2.母親の働きかた―現実と理想

  • 相変わらず高い再就職志向。子どもを持たずに働き続けるDINKS型を志向するものは少数派
     就業パターンをDINKS型、継続型、再就職型、専業主婦型、その他の5カテゴリーに分けてみると、理想と現実の一致が最も高くみられたのは、再就職型である。
表21 現実と理想の働き方のクロス表
現実と理想の働き方のクロス表


     最も低いのはDINKS型であって、現実も理想も子どもなしで働きつづけたいと思っているのは、1割にも満たない。調査時点でDINKS型に属する者の4割以上の者は再就職型を志向しており、子どもを産んでも働き続けたいと思っているのは3割弱である。

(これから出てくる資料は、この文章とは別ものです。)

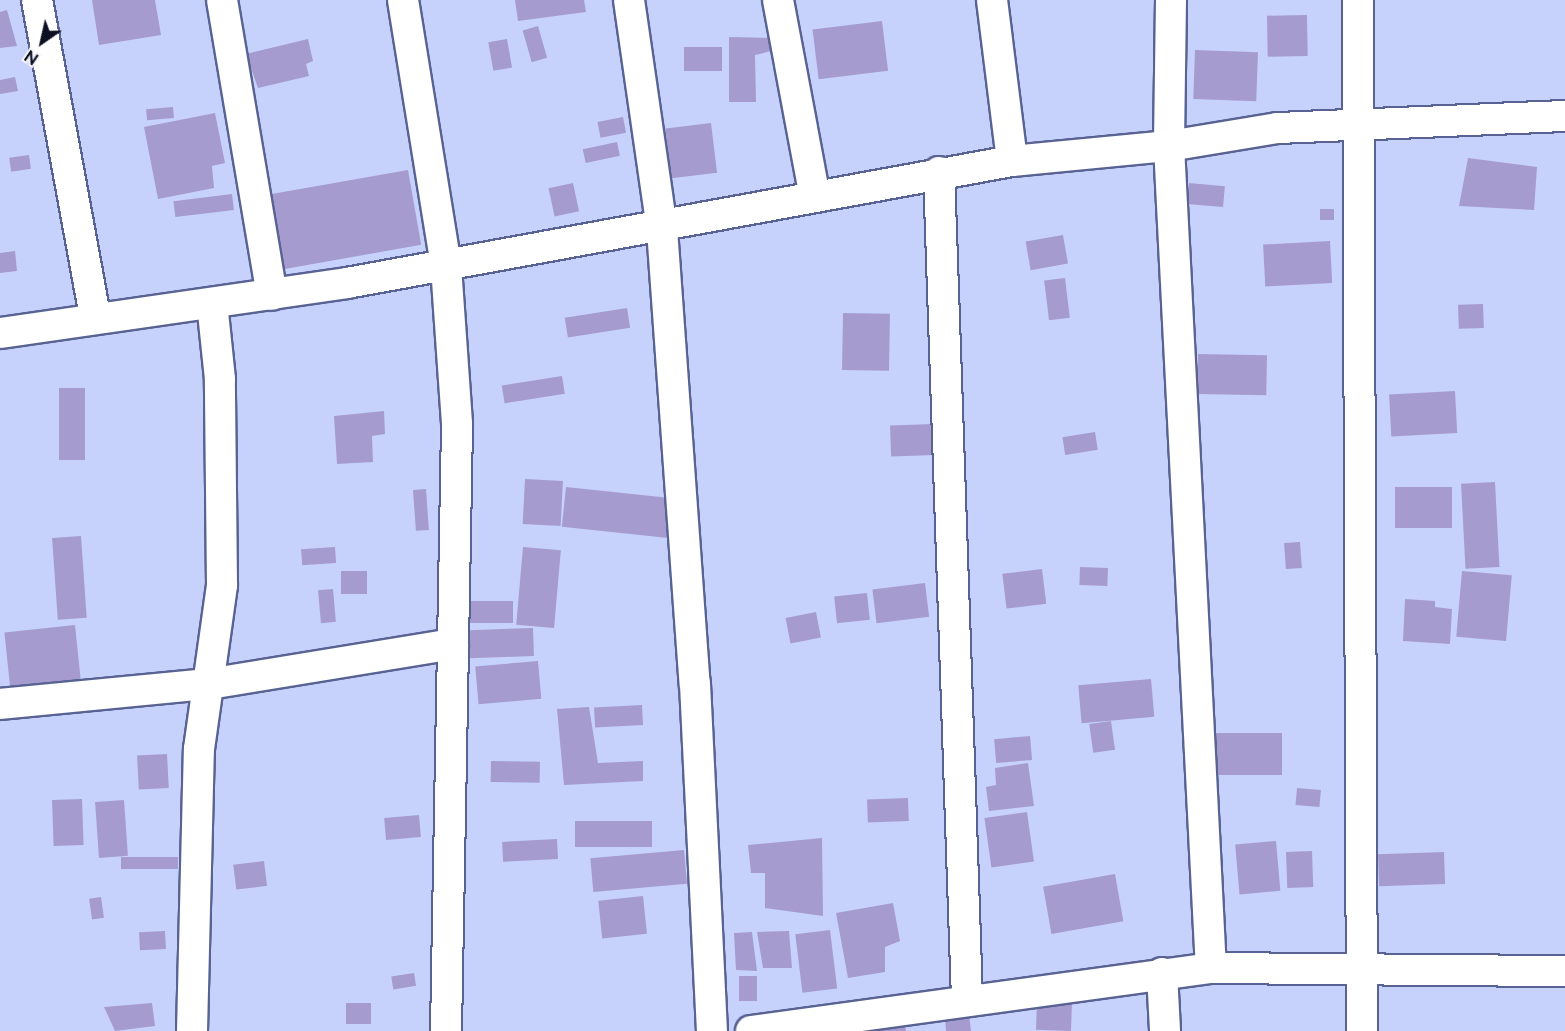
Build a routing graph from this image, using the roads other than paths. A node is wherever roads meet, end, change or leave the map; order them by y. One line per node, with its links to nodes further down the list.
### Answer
1 (37, 0): 19 (street)
2 (222, 0): 17 (street)
3 (404, 0): 16 (street)
4 (628, 0): 15 (street)
5 (778, 0): 14 (street)
6 (992, 0): 12 (street)
7 (1171, 0): 11 (street)
8 (1358, 0): 10 (street)
9 (1565, 116): 10 (street)
10 (1357, 123): 11 (street); 24 (street)
11 (1168, 146): 12 (street); 25 (street)
12 (1012, 161): 13 (street)
13 (939, 172): 14 (street); 28 (street)
14 (815, 197): 15 (street)
15 (662, 229): 16 (street); 32 (street)
16 (446, 266): 17 (street); 21 (street)
17 (272, 296): 18 (street)
18 (212, 303): 19 (street); 22 (street)
19 (95, 317): 20 (street)
20 (0, 333)
21 (453, 644): 22 (street); 31 (street)
22 (209, 684): 23 (street); 30 (street)
23 (0, 704)
24 (1362, 967): 25 (street); 26 (street); 35 (street)
25 (1211, 968): 27 (street)
26 (1565, 971)
27 (1162, 973): 28 (street); 34 (street)
28 (967, 999): 29 (street)
29 (937, 1018): 33 (street)
30 (192, 1031)
31 (446, 1031)
32 (712, 1031)
33 (751, 1031)
34 (1165, 1031)
35 (1362, 1031)

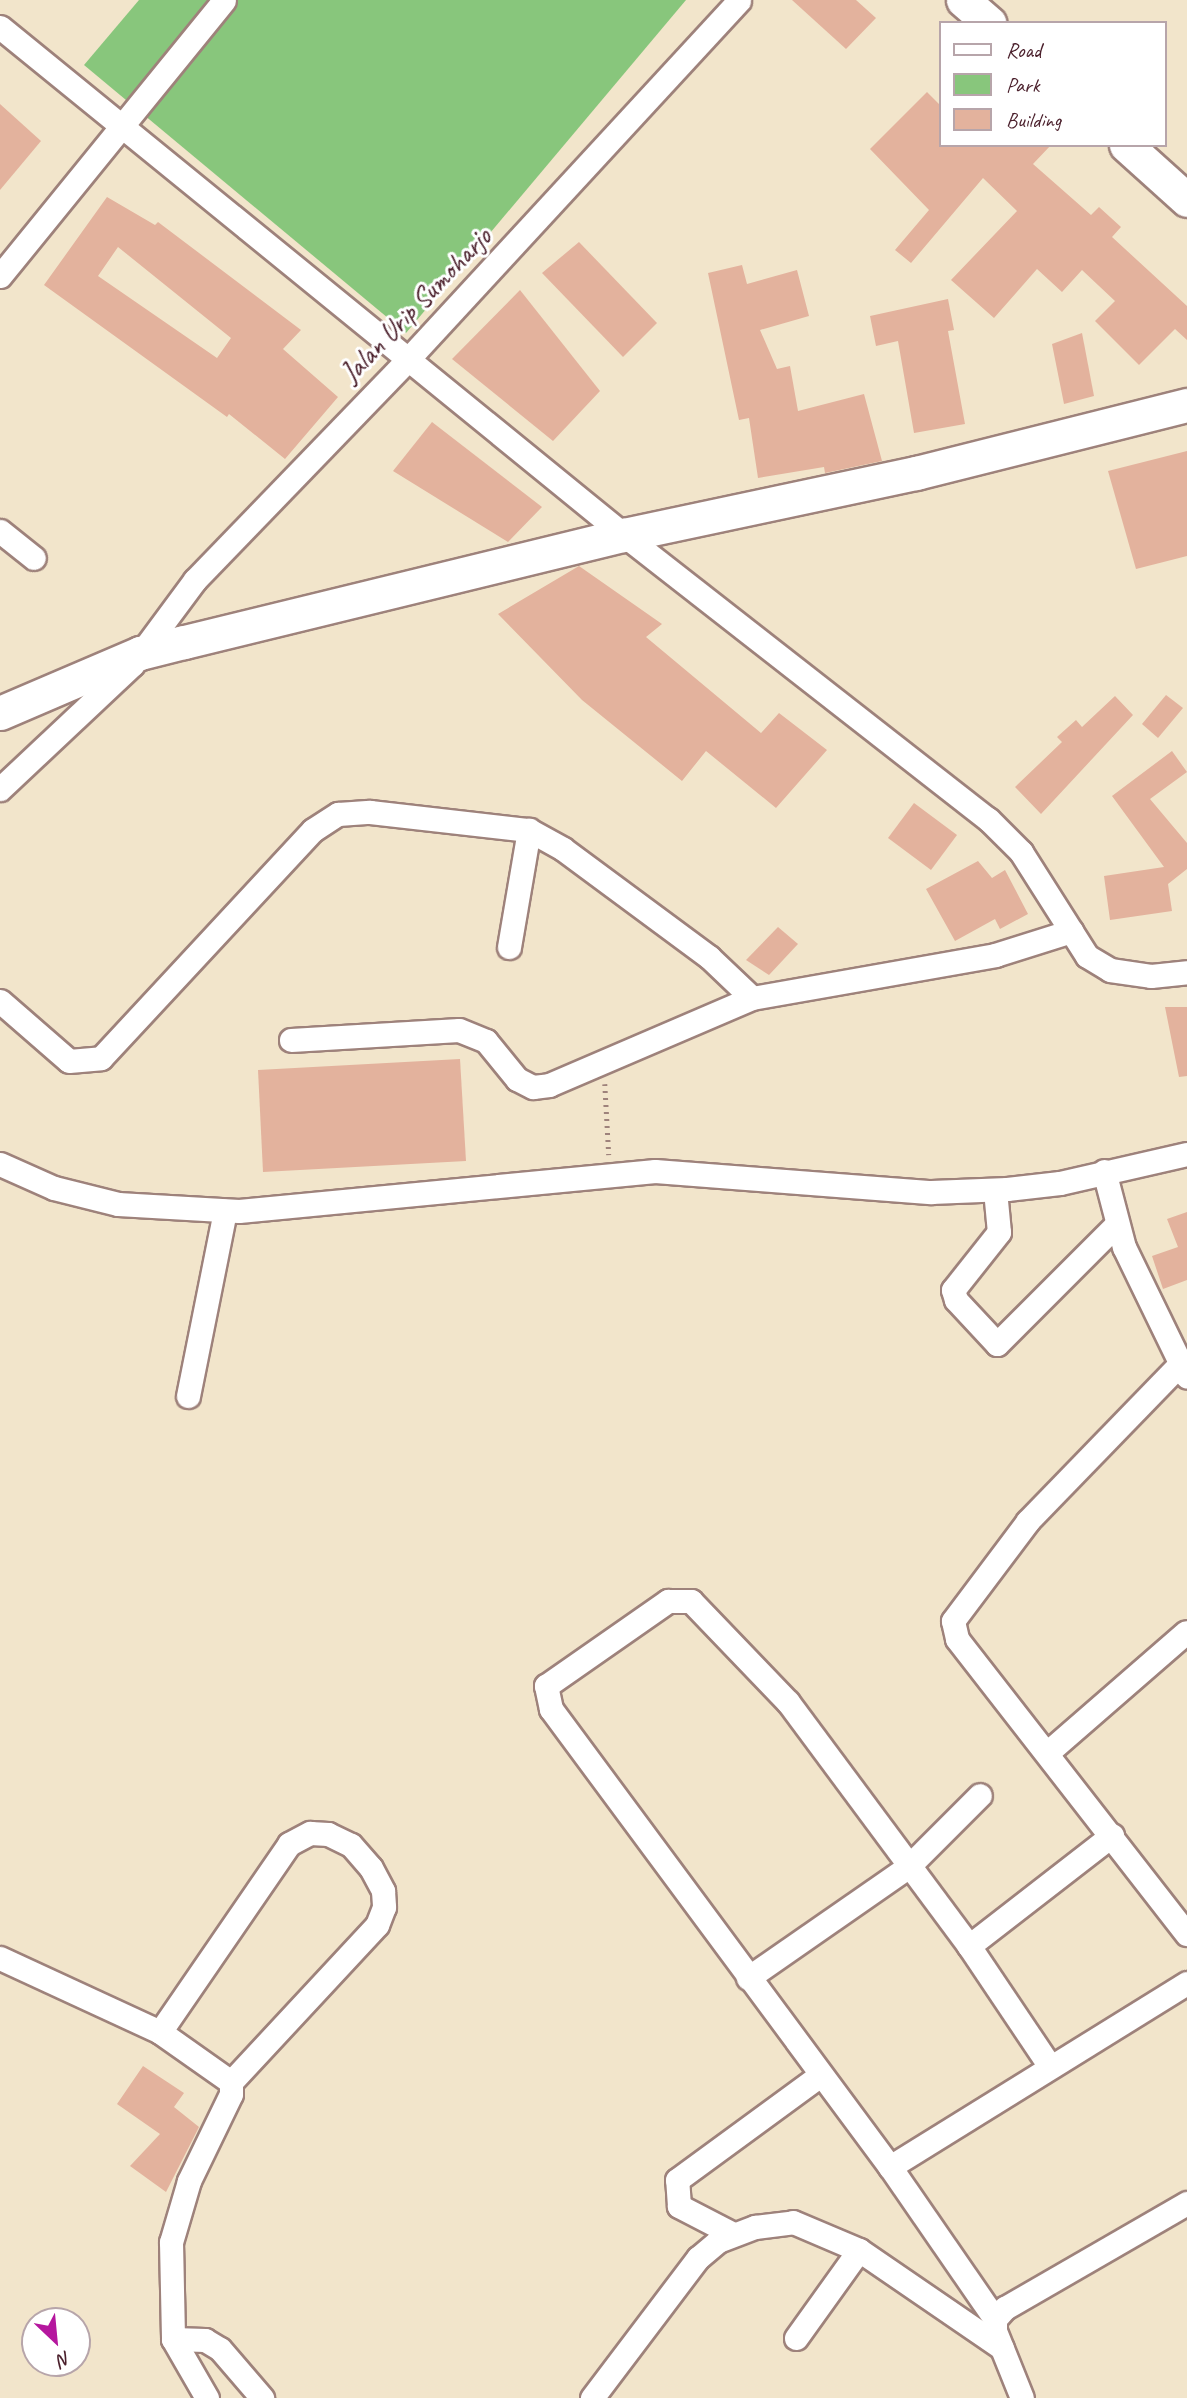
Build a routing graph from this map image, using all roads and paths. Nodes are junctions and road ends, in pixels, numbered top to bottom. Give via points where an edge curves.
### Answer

もっとも、DINKS型の約4分の1は20代であって、他の働き方パターンより20代の占める割合が高いことは考慮すべきであって、これからもDINKS型を維持していくかどうかは疑わしい。実際、20代の既婚女性の中で、理想の働き方としてDINKS型をあげた者はとりたてて多くなく、DINKS型を理想とした者のなかでは30代、40代の占める割合の方が高い。ここでも若年層がかえって伝統的である側面もうかがわれる。
表22 学歴別理想の働き方のクロス表
学歴別理想の働き方のクロス表


     理想のパターンと学歴との相関では、大卒においてもDINKS型志向は低く子どもを持ちながら仕事をする継続型を志向しており、専業主婦志向は低い。同じ高学歴者といえども4大卒と短大卒とでは専業主婦志向において違いがみられる。短大卒においては高卒、義務教育のみ修了者と同程度の専業主婦志向がある。



  • 未就学児を持つ母親にとって、一番下の子が小学校にあがることは仕事を始める一つの契機
表23 未就学児を持つ母親の働く予定分布
未就学児を持つ母親の働く予定分布


     小学校前の子どもを持つ母親の就業計画についてみると、「一番下の子が小学校に入ったら」と「いつからはわからないが、いつかは働きたい」という返答が多い。多くの幼い子どもを持つ母親はまた働きたいという欲求をもっており、一番下の子の小学校入学は一つの転機となるようで、さもなければ具体的な予定はないが漠然とした働きたいとする願望を抱いているようだ。一方、子どもが小学校にあがるまで働いている者は、これからも働き続けたいという強い意志を持っている。母親の働きたいという願望は現実的にも潜在的にも存在することが認められた。
表24 保育の希望開所時間
保育の希望開所時間


     ただ、一番下の子が保育園に入ったら働きたいとした者は9.3%、子どもをどこかに預けられたら働きたいとする妻6.4%を合わせて15.7%と、乳幼児の家庭外保育に対する期待は低くはない。そこで、希望する保育所の開所・閉所時間について聞いてみると、開所時間で最も希望が多いのは午前7時から9時の間で、特に7時から8時前を希望した者は半数近い。閉所時間については、午後6時から7時を希望した者が3分の2近いが、26.6%の者が7時以降の閉所を希望している。第1回調査と比較してみると、開所時間については午前7時から8時までの割合が増えており、閉所時間は午後7時から8時の希望者が増えている。つまり、保育時間についても、朝7時から夜は7時以降と柔軟な保育サービスへの高いニーズが見られる。